As a first novel, The Printer's Devil is impressive. The plot twists in its second half did begin to leave me reeling and - perhaps this is because of my own gender - I resented the major revelation when it came, and still fail to see the point of it, other than a fear (on the part of the author? the publisher? the sellers?) that the book might have insufficiently wide appeal without it. Unfortunately, I was sitting too far down the dinner table to ask the author himself about this, and had to leave to catch a train before the dessert musical chairs. But I very much enjoyed sitting next to a red-shirted Justin Somper, who was on fine form, sharing off-the-record stories about author events, and giving me a little advance news of his forthcoming 'punchy' short fiction pirate-vampires sequence, sheduled to begin appearing early next summer.

Jill Slotover (Financial Times) informed me, apropos of a discussion about marketing & publicity 'extras', she had received a bunch of roses earlier in the day, along with a proof of Hilary McKay's next book.
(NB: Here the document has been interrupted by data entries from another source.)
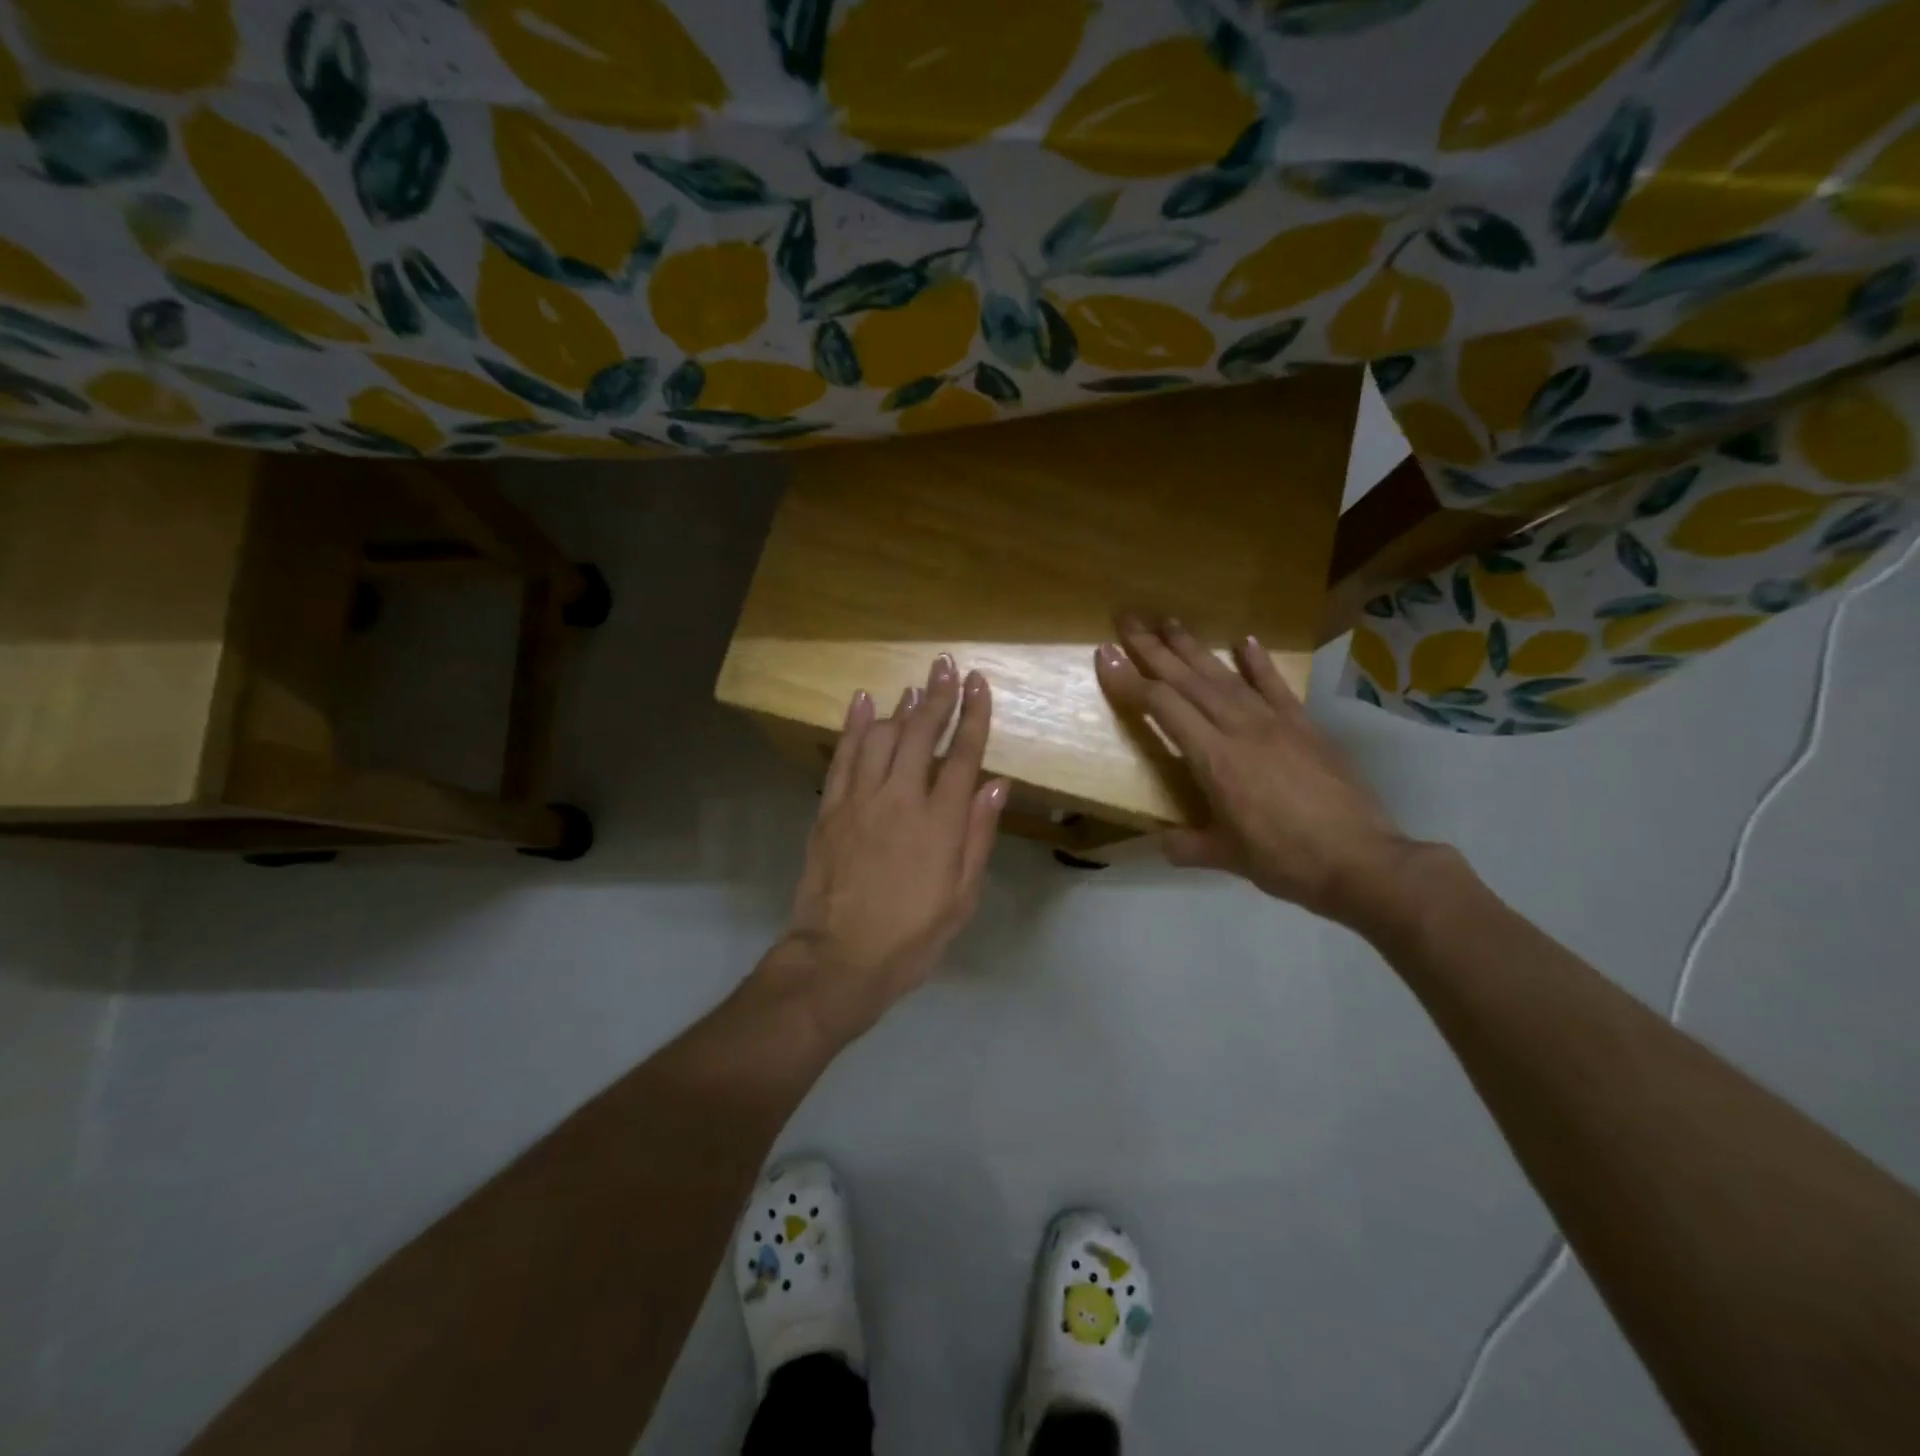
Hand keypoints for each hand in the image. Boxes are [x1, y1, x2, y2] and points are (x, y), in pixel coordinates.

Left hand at [771, 654, 1008, 1044]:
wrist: (839, 960)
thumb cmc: (911, 936)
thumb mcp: (961, 897)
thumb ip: (978, 836)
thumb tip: (996, 784)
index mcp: (940, 823)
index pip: (962, 755)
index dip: (973, 715)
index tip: (978, 683)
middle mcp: (900, 799)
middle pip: (920, 734)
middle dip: (937, 696)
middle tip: (947, 665)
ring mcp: (860, 800)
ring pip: (881, 736)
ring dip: (900, 706)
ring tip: (915, 686)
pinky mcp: (829, 809)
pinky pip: (842, 756)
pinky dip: (854, 725)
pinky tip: (863, 702)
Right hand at [1094, 614, 1414, 926]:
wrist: (1362, 861)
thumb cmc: (1286, 860)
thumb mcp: (1227, 858)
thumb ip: (1188, 846)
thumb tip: (1161, 842)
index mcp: (1215, 760)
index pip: (1163, 708)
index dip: (1130, 680)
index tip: (1106, 654)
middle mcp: (1240, 729)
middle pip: (1189, 680)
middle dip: (1154, 649)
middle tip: (1128, 620)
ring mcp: (1276, 723)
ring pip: (1225, 676)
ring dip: (1194, 647)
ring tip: (1169, 621)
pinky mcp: (1305, 727)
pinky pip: (1276, 686)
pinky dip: (1258, 662)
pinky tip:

Texting home from the train, I found that no such bouquet had, as yet, been left at ACHUKA's door.
Earlier, I had arrived at Smiths, by chance, with Dinah Hall of the Sunday Telegraph. As we walked through pounding bars in search of the private dining room, she remarked, "Aren't you glad not to be young any more?" And then, both admiring David Frankland's cover art, she wondered, "Do you think that's because it makes us nostalgic for books we remember?" During the short dinner speeches the pounding from the neighbouring bars became increasingly insistent, and posed the question, "Is there still an audience for this kind of novel (a book that could have been written in 1964, 1954 even, as easily as 2004)? We shall see. The book has already gone into a second printing but that, I suspect, is mostly the result of speculative interest from bookdealers and collectors, rather than from a genuine rush of early sales.